We’re all very much aware — some might feel painfully aware — that payer models are transitioning us away from fee-for-service to a new era in which reimbursement is based on outcomes and provided value. As a result of that transition, effective revenue cycle management (RCM) in the near future will bear little resemblance to traditional billing practices.
That’s because traditional billing is rooted in the fee-for-service model in which information, originally paper-based, advanced directly from the point of care to the back office. Doctors saw patients and made records of procedures. Those records went to the back office for coding and the preparation of bills for services rendered. Billing volume corresponded to clinical transaction volume.
While simple, that method of revenue cycle management had plenty of challenges, most of them resulting when patient information collection and clinical care separated from billing and from the manual processes that linked them — error-inducing workflow that contributed to claim delays and denials. Even as practices moved toward the electronification of patient data by adopting electronic health record systems, there was typically no automated flow of information between a practice’s EHR and RCM systems to address these issues.
That situation began a course correction recently with a new generation of integrated EHR/RCM solutions that deliver more accurate information to the payer for faster, cleaner claims and fewer denials. As consumers take on a larger share of payment responsibilities, EHR/RCM integration has also made it possible to minimize “sticker shock” and improve patient satisfaction by identifying patient financial responsibilities at check-in.
Those advantages in leveraging data flow are just the start, and the move toward clinically driven RCM — in which data captured electronically at the point of clinical decision-making drives revenue cycle management — will provide a solid foundation to accommodate the new payer reimbursement models. Before that can happen, practices will need to move beyond older RCM approaches that merely document services and then assign fees to those services.
Identifying and closing care gaps, managing a patient population within a shared-risk program and contributing to improved care delivery within a region are major initiatives that shift the emphasis from clinical transactions toward population health. Participating in revenue streams associated with that shift will require a broad emphasis on clinically driven RCM. For example, systems will need to identify diabetics who haven’t been in for a foot exam as well as those who have. Practices must also engage patients with monitoring and reminders outside of office visits, and translate that activity into the revenue cycle by effectively managing consumer populations as never before.

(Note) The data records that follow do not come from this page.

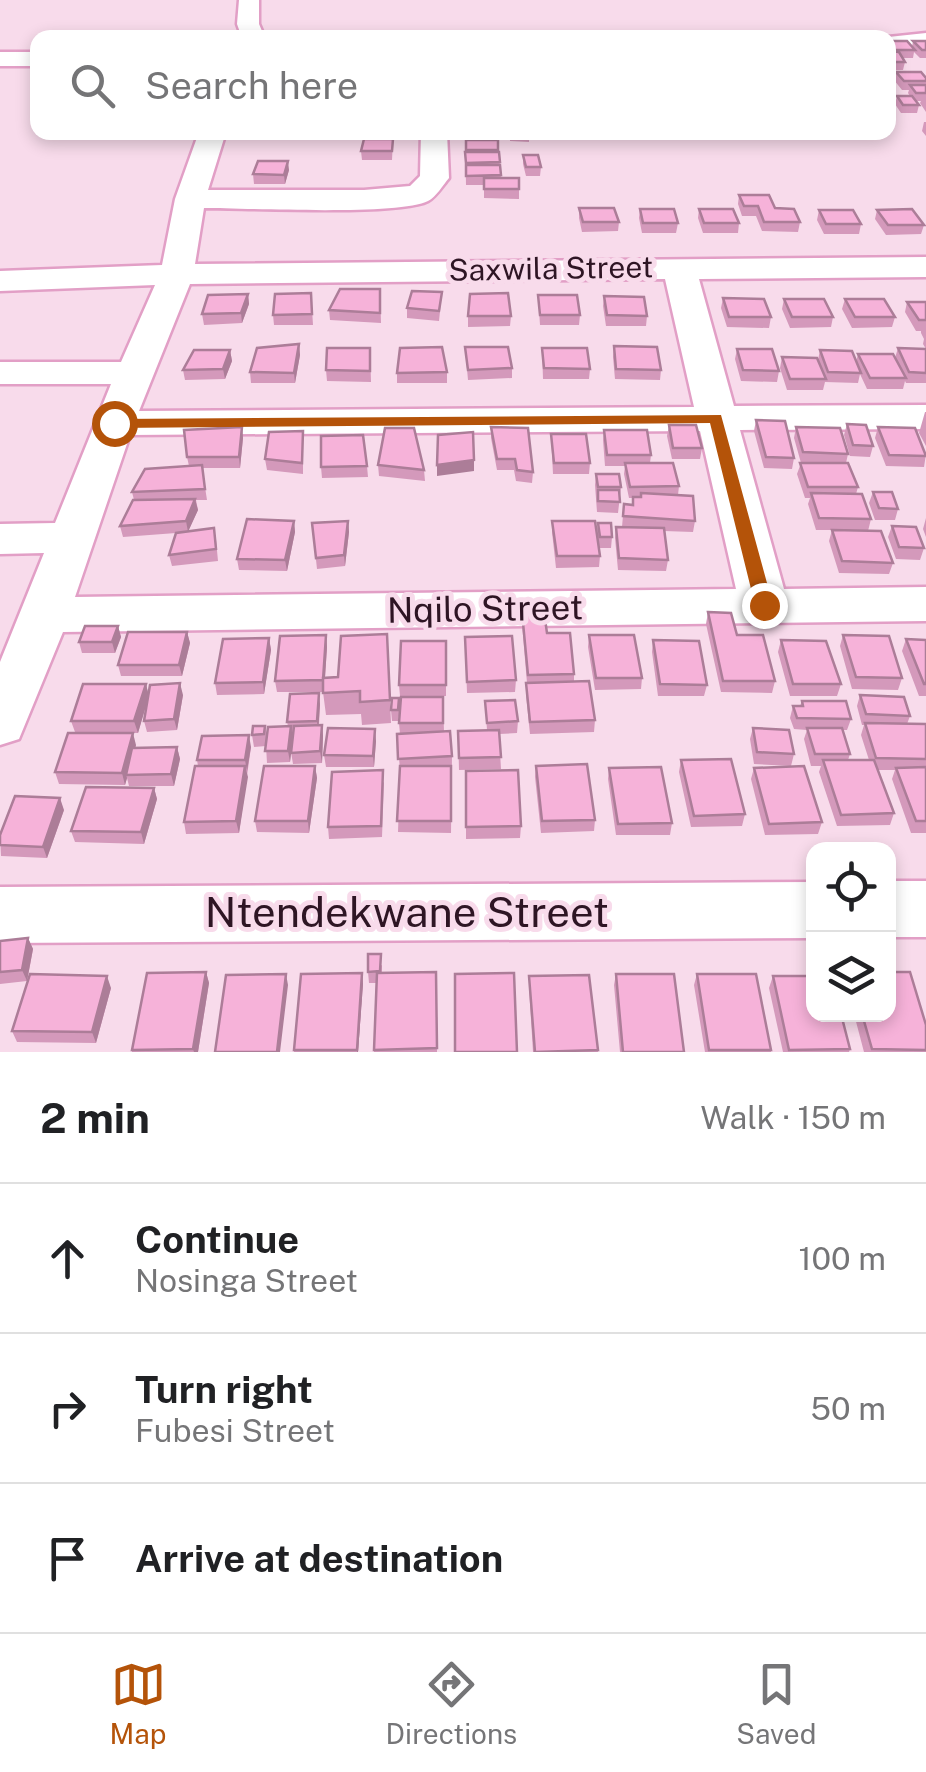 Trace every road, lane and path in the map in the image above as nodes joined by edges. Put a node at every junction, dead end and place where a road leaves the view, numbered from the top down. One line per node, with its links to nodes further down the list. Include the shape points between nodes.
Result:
1 (248, 0): 2 (street)
2 (251, 30)
3 (926, 40): 4 (street)
4 (896, 41)
5 (1, 59): 6 (street)
6 (30, 60)
7 (210, 140): 9 (street)
8 (434, 140): 9 (street, via 434,178 419,194)
9 (190, 199): 12 (street)
10 (926, 267): 11 (street, Saxwila Street)
11 (679, 268): 12 (street, Saxwila Street); 17 (street)
12 (176, 274): 13 (street, Saxwila Street); 15 (street)
13 (0, 281)
14 (0, 373): 15 (street)
15 (136, 373): 18 (street)
16 (926, 417): 17 (street)
17 (716, 418): 18 (street); 22 (street)
18 (114, 423): 20 (street)
19 (0, 538): 20 (street)
20 (72, 538): 23 (street)
21 (926, 604): 22 (street, Nqilo Street)
22 (764, 605): 23 (street, Nqilo Street)
23 (45, 615): 24 (street)
24 (0, 724)
25 (896, 909): 26 (street)
26 (926, 909)
27 (806, 910): 28 (street, Ntendekwane Street)
28 (0, 915)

The reason is simple: Future revenue streams will reward physicians in part for healthy patients who do not have to come in for frequent treatment along with those who do, as financial performance becomes increasingly tied to the health of the population of healthcare consumers the provider serves.

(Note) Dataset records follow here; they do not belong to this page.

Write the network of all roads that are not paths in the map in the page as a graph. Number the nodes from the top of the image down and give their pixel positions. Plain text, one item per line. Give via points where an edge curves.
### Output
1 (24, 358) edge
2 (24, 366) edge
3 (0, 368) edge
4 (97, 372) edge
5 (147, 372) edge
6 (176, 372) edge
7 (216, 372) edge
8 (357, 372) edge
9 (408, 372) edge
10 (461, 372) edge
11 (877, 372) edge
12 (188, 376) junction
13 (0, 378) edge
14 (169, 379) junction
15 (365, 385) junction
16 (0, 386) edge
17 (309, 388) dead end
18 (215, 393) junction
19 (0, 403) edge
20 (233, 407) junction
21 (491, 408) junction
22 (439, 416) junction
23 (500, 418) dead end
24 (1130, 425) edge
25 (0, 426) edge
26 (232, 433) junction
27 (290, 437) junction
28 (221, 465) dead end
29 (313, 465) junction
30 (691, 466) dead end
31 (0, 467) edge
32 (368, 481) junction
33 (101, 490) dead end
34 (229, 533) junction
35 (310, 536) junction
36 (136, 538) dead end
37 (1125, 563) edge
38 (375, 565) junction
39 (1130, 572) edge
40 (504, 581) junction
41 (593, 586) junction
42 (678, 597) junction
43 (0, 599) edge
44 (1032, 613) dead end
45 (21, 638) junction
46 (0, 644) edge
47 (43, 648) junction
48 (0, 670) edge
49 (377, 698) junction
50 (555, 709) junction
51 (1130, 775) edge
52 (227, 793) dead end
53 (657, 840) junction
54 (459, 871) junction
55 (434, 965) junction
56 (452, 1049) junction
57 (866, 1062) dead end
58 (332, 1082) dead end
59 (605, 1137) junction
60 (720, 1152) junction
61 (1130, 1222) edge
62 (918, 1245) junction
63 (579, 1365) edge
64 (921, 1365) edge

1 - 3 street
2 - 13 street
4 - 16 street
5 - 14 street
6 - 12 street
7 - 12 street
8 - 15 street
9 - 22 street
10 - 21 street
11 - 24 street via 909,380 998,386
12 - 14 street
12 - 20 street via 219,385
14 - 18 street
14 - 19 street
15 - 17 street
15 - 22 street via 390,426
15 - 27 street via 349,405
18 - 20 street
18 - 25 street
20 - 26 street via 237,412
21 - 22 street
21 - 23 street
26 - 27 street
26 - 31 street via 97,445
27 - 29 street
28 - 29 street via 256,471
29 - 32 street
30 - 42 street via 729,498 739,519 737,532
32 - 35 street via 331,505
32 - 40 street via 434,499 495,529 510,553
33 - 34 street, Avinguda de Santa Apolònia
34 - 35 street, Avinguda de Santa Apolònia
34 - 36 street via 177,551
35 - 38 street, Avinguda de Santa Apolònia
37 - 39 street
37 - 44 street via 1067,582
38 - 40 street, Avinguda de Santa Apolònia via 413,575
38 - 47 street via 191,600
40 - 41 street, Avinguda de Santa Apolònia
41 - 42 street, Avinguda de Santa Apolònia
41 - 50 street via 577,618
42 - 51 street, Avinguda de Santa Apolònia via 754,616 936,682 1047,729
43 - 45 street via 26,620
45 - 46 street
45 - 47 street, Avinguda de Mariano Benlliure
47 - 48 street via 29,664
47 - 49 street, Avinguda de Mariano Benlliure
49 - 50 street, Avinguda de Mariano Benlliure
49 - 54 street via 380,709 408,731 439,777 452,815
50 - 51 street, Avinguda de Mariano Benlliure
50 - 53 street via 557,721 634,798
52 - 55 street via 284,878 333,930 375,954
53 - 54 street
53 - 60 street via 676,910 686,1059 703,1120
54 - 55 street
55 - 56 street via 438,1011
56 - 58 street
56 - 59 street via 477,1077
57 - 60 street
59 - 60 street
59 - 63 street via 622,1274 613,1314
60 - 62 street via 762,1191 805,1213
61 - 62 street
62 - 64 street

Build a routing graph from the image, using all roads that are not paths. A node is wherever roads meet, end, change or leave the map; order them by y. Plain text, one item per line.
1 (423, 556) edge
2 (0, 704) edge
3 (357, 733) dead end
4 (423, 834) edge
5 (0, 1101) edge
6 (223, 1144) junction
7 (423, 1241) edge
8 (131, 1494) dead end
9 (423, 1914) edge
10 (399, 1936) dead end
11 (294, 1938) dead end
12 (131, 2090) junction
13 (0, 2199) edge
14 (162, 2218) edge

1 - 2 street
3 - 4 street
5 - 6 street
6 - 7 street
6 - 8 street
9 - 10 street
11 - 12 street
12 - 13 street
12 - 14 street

While it remains to be seen precisely which of the new payer models will eventually dominate in the move away from fee-for-service billing, all emerging models point the way toward rendering traditional billing approaches ineffective. Practices at the forefront of clinically driven RCM today are not only reaping benefits in immediate improvements to billing and patient satisfaction; they are also among those that are best prepared for the new era in value-based reimbursements.